Japan’s defense ministry said on July 5 that it had spotted one of the PLAN vessels that recently circumnavigated the Japanese archipelago in waters near the Senkakus.
“[A] Chinese reconnaissance vessel sailed north between Okinawa’s main island and the island of Miyakojima Tuesday morning [July 5]. The vessel has circumnavigated the Japanese archipelago since June,” Japan’s Nippon news outlet reported.
Russian warships also recently completed a half circumnavigation around the Japanese archipelago, according to Nippon. The news website recalled on Tuesday that Japan’s government sighted a Russian naval flotilla sailing “off the southeastern coast of Hokkaido, Japan’s northernmost prefecture, on June 15,” adding that this unit “later went half around the Japanese archipelago.”
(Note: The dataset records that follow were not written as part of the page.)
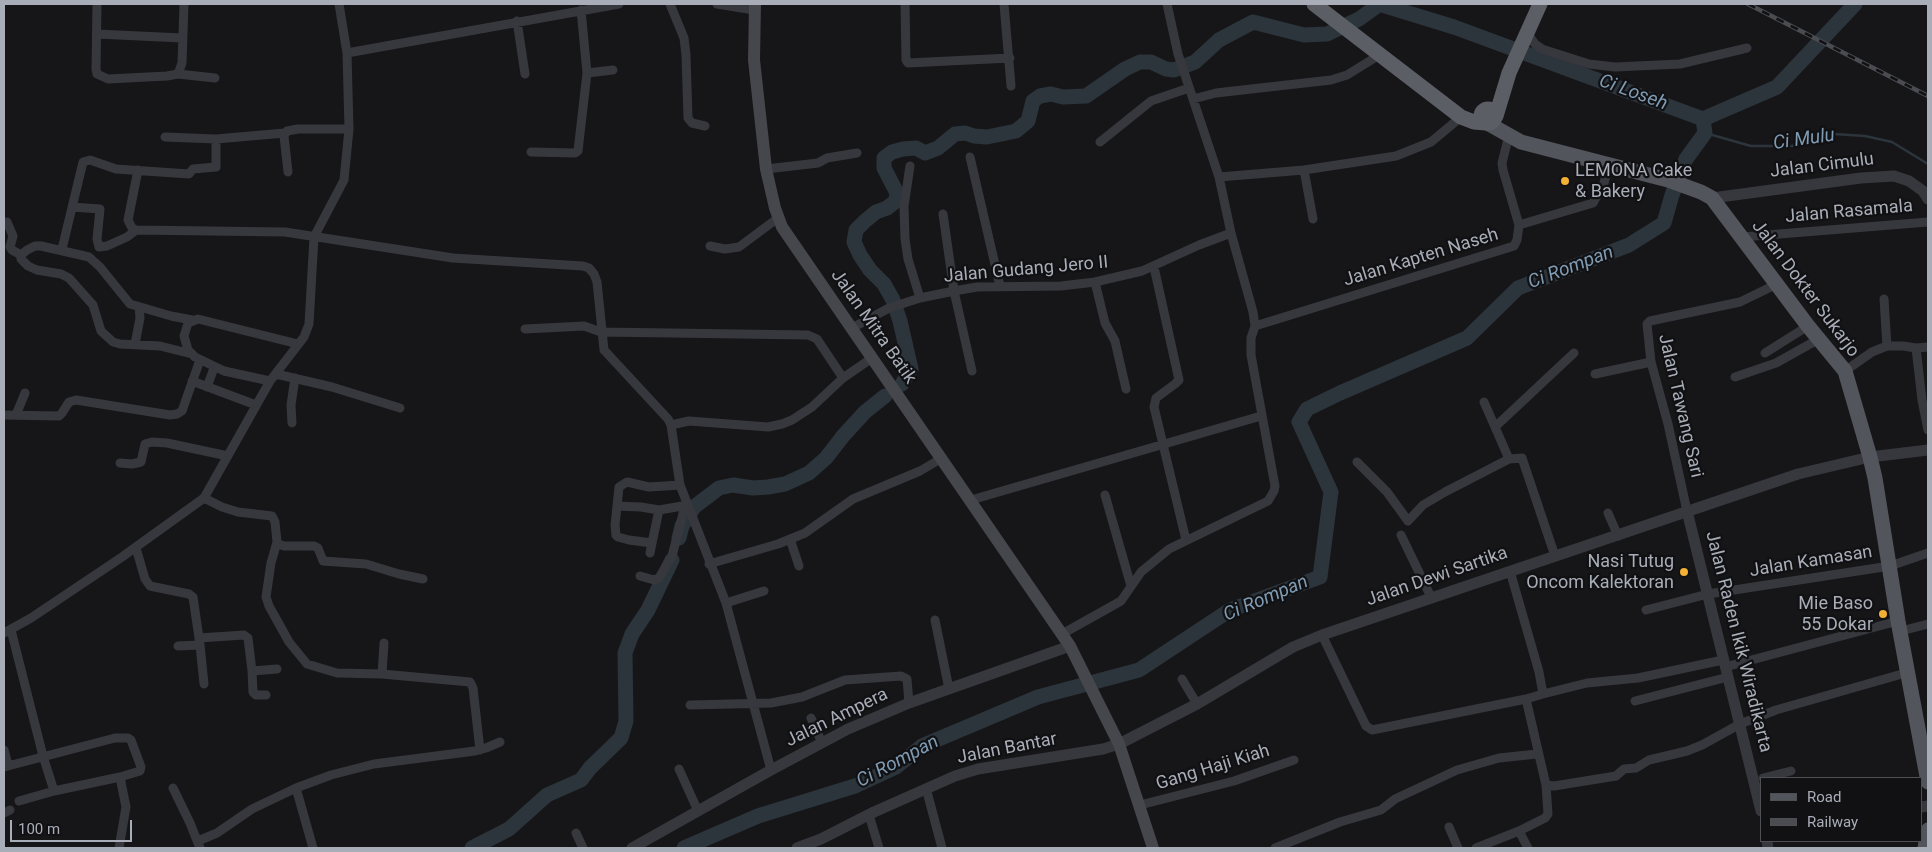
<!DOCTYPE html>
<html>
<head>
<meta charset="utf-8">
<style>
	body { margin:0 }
	#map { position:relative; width:1932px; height:852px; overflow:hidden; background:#161618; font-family:Roboto,sans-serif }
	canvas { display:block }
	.frame { position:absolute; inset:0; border:5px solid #a8adb8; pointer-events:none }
	.legend { position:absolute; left:1760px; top:777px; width:162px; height:65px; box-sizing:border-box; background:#111113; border:1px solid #4d4f55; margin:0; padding:6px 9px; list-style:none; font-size:15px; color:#a8adb8 }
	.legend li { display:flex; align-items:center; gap:10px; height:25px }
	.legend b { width:25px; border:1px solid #4d4f55 }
	.scale { position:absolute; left:10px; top:820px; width:122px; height:22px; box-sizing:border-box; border:2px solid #a8adb8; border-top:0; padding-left:6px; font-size:15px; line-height:18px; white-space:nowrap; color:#a8adb8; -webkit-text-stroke:4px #111113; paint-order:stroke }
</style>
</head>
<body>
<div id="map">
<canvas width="1932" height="852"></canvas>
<div class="frame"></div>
<ul class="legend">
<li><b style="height:6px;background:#53555c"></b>Road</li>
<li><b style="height:6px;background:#4a4c52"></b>Railway</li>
</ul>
<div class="scale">100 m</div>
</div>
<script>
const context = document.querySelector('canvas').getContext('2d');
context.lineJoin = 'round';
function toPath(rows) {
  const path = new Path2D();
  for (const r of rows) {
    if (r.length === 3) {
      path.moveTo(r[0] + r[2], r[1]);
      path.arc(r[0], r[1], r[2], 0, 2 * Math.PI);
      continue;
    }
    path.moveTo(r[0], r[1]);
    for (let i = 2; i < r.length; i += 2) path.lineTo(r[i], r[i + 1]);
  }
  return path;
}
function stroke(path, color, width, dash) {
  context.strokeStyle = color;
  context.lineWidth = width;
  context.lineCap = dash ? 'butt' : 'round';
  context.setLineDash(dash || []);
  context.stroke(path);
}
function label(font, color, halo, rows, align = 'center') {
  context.font = font + ' Roboto,sans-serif';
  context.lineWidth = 4.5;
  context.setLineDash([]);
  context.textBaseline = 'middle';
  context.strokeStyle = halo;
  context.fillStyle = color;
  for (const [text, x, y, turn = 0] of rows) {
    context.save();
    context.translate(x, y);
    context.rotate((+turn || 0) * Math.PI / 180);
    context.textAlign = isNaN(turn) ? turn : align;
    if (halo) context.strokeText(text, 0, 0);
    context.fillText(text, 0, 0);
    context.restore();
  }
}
stroke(toPath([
	[1705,133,1751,146,1792,146,1834,134,1865,136,1892,142,1928,164]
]), '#2c353c', 2.5);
stroke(toPath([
	[1379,4,1454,27,1703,119,1777,87,1855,4],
	[902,384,911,369,900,321,893,300,884,284,870,270,860,255,854,242,856,230,865,221,876,212,887,208,896,201,897,193,884,168,884,158,892,152,903,149,916,148,925,153,938,148,955,134,965,133,974,136,987,137,1016,131,1028,121,1033,101,1040,96,1051,94,1063,97,1086,96,1125,69,1140,62,1151,62,1166,69,1174,70,1195,62,1219,40,1253,22,1304,35,1327,34,1359,19,1380,4],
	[679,538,682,526,694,507,719,488,733,485,753,488,768,487,785,484,809,473,826,458,843,436,865,412,885,396],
	[472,848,509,829,547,795,581,780,590,768,621,738,626,721,625,653,632,634,648,610,672,560],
	[684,848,758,816,855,786,896,767,922,746,1038,697,1139,670,1230,610,1320,577,1331,492,1299,422,1307,409,1340,393,1467,338,1518,288,1629,245,1664,223,1672,195,1686,159,1705,133,1703,119]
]), '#2c353c', 15);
stroke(toPath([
	[97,4,96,69,97,74,108,79,167,76,178,74,182,63,184,4],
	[670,4,684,38,686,55,688,118,692,123,705,126],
	[717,4,754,10],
	[905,4,906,60,908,63,1010,58],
	[1004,4,1011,86],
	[517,21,525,74],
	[1527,33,1535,44,1542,49,1589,64,1615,67,1680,64,1747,48],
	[97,34,182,38],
	[347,53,619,4],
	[587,73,613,70],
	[178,74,215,78],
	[1193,99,1216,93,1331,80,1347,75,1381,54],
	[165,137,216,139,285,133],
	[1100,142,1151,101,1189,88],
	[531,152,575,153,578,151,587,73,581,10],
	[970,157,1000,286],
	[910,166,904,206,905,239,908,259,920,298],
	[766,169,818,163,827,158,857,153],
	[138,170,128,220,132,228,136,230,285,232,453,258,583,266,589,268,594,274,597,282,604,350,668,419,671,425,680,485,726,603,771,770],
	[1304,170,1313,219],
	[288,172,284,136,287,131,298,129,349,129],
	[1219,177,1304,170,1396,156,1431,142,1461,117],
	[72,207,100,209,97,239,99,247,107,246,127,237,136,230],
	[943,214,954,291,972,371],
	[7,222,13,236,10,247,12,250,21,255],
	[1519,225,1593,203,1604,183,1609,164],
	[1742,237,1928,222],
	[710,246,725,249,739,247,778,218],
	[62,249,83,162,90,160,116,169,189,174,193,169,216,167,216,139],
	[1154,267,1179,380,1175,384,1156,398,1154,407,1186,540],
	[1095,282,1105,323,1115,341,1126,389],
	[1884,299,1887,346],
	[1255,326,1514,246,1517,240,1519,225,1503,170,1502,163,1509,135],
	[852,328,889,308,920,298,954,291,977,287,1061,286,1095,282,1142,271,1199,245,1231,233],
	[525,329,584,326,601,332,808,335,817,339,843,378],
	[135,344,140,318,139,307],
	[1916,348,1922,400,1928,430],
	[1765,353,1808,326],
	[192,354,160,346,120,344,113,342,101,331,93,305,69,278,61,274,37,270,28,266,21,259,21,255,27,250,35,246,41,246,89,257,100,267,130,304,171,316,192,320],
	[1845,371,1872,352,1887,346,1903,346,1916,348,1928,347],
	[276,374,332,387,400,408],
	[1595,374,1651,362],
	[1735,377,1776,363,1819,339],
	[192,381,256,405],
	[270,381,224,371,195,357,188,350,184,336,188,323,198,319,298,344],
	[207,387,214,368],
	[1484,402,1495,427,1574,353],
	[4,415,59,416,62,413,69,402,76,400,170,415,177,414,182,411,200,360],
	[16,415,25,393],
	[292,423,291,405,295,378],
	[671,425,689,421,768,427,782,424,792,420,812,407,843,378,872,358],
	[1495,427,1509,459],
	[1357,462,1387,492,1408,521,1423,505,1445,492,1509,459,1522,458,1555,556],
	[120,463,132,464,141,462,145,444,152,442,167,443,228,456],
	[1105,495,1131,586],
	[204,498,222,507,238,512,272,516,275,522,277,542,278,544,284,546,314,546,318,548,323,561,366,564,399,574,423,579],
	[971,500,1261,416],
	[617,506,641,507,659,510,688,505],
	[1687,511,1668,424,1651,362,1647,324,1650,321,1740,302,1777,284],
	[1608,513,1618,536],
	[1401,535,1431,597],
	[790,539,799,566],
	[277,542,271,563,266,597,269,606,289,642,307,664,337,673,382,674,470,682,473,688,480,750],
	[652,543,659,510],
	[136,548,145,579,150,586,189,594,193,597,199,638,244,635,248,638,252,671,277,669],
	[650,553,652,543,629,540,618,537,616,535,615,525,619,487,627,482,649,487,680,485],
	[709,564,778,544,805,533,853,499,920,471,942,458],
	[1510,571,1539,672,1543,694,1526,699],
	[640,576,654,580,659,578,672,556,685,506],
	[726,603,764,591],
	[1646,610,1708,594,1890,566,1928,553],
	[935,620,949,689],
	[11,630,43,756,54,791],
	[1901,631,1928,624],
	[4,633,31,618,122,557,204,498,270,381,304,337,309,324,314,237,344,180,349,129,347,53,339,4],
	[1062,634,1121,601,1141,572,1169,549,1268,501,1274,491,1275,486,1251,355,1251,338,1255,326,1253,312,1231,233,1219,177,1178,54,1167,4],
	[1322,635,1366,726,1372,730,1526,699,1546,785,1548,814,1545,818,1519,831,1476,848],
	[200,645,204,684],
	[178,646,200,645,199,639],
	[1725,667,1898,621],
	[252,671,253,692,256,695,266,695],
	[382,674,384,643],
	[1182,679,1197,704],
	[1543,694,1587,683,1638,678,1723,660],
	[1635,701,1728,677],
	[690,705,771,703,802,697,845,680,901,676,907,679,909,703],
	[811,718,822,743],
	[4,750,8,765],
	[4,767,115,738,128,738,131,740,141,767,140,771,120,777,126,807,119,848],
	[679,769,698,811],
	[1763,778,1791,771],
	[1546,785,1554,786,1616,776,1624,769,1636,768,1649,760,1687,751,1702,745,1740,724,1776,710,1909,672],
	[173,788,190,823,200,848],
	[296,788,313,848],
	[926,788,942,848],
	[19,801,54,791,120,777],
	[1140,805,1234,781,1294,760],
	[4,813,10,810],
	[869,815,879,848],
	[1449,827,1458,848],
	[1519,831,1528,848],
	[576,833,583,848],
	[198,841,217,833,252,809,296,788,331,775,374,764,475,751,486,748,500,742],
	[1275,848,1340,822,1381,810,1395,799,1457,770,1499,758,1537,754]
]), '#37383d', 9);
stroke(toPath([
	[1712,198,1861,178,1894,176,1909,181,1923,191,1928,199],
	[1687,511,1761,811],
	[1921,807,1928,806],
	[1767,841,1768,848],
	[632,848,771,770,848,729,909,703,1070,646],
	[797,848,821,839,874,812,955,776,978,769,1103,749,1119,744,1197,704,1293,647,1322,635,1798,474,1870,457,1928,450]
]), '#37383d', 11);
stroke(toPath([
	[755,4,754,60,766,169,775,208,782,227,1070,646,1119,744,1153,848]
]), '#45474d', 12);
stroke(toPath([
	[1489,124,1521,142,1668,180,1701,192,1712,198,1808,326,1845,371,1870,457,1875,478,1898,621,1928,782],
	[1925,848,1928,830]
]), '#53555c', 15);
stroke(toPath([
	[1314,4,1461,117,1474,122,1486,123],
	[1488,116,7],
	[1496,116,1509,73,1540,4]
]), '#5b5e65', 15);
const rail = toPath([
	[1748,4,1928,96]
]);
stroke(rail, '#4a4c52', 4.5);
stroke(rail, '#111113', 2.5, [8]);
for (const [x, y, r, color] of [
	[1565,181,5,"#f2b134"],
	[1684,572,5,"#f2b134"],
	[1883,614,5,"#f2b134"]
]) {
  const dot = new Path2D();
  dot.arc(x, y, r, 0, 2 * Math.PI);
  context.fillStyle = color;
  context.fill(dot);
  stroke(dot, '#111113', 2);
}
label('18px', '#a8adb8', '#111113', [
	["Jalan Cimulu",1822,166,-7],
	["Jalan Rasamala",1849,212,-5],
	["Jalan Kapten Naseh",1421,258,-17],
	["Jalan Gudang Jero II",1026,270,-5],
	["Jalan Dokter Sukarjo",1805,289,53],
	["Jalan Mitra Batik",873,327,55],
	["Jalan Tawang Sari",1680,406,77],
	["Jalan Kamasan",1811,562,-9],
	["Jalan Dewi Sartika",1437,577,-19],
	["Jalan Raden Ikik Wiradikarta",1738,642,76],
	["Jalan Ampera",837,718,-26],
	["Jalan Bantar",1007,749,-11],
	["Gang Haji Kiah",1213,768,-17]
]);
label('18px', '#a8adb8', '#111113', [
	["LEMONA Cake",1575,171,"left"],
	["& Bakery",1575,192,"left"],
	["Nasi Tutug",1674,562],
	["Oncom Kalektoran",1674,583],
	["Mie Baso",1873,604],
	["55 Dokar",1873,625]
], 'right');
label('italic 19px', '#7f9bb3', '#111113', [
	["Ci Loseh",1633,93,20],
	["Ci Mulu",1804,140,-8],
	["Ci Rompan",1571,268,-21],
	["Ci Rompan",1266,599,-23],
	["Ci Rompan",898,762,-28]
]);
</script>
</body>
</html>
Russia and China have coordinated in recent weeks to conduct joint military drills near Japan. The two nations organized a flyover of “four Chinese H-6 bombers and two Russian Tu-95 bombers […] around Japan and the Republic of Korea” on May 24, USNI News reported.
“The joint flights took place the same day U.S. President Joe Biden was meeting his Australian, Indian and Japanese Quad grouping counterparts in Tokyo, though both the Russian and Chinese defense ministries stated that the flights were part of their annual military cooperation plan and not directed towards anyone,” the U.S. naval news website noted at the time.
Japan’s government reported on July 5 that two Chinese coast guard vessels had intruded into Japanese territorial waters near the Senkakus earlier that day and harassed a Japanese fishing boat.
“The Japan Coast Guard said the intrusion, the 15th this year and the first since June 23, happened around 4:35 a.m. after the Chinese ships tracked a Japanese fishing boat,” Kyodo News reported.
“The patrol vessels ordered the two Chinese ships to immediately exit the waters near the group of uninhabited islets,” according to the news agency.
Japan and Russia are technically in a state of war, as the two countries never signed a peace deal in the aftermath of World War II. They have failed to do so largely due to failing to resolve a separate maritime dispute over the Kuril Islands, which Russia administers but Japan claims.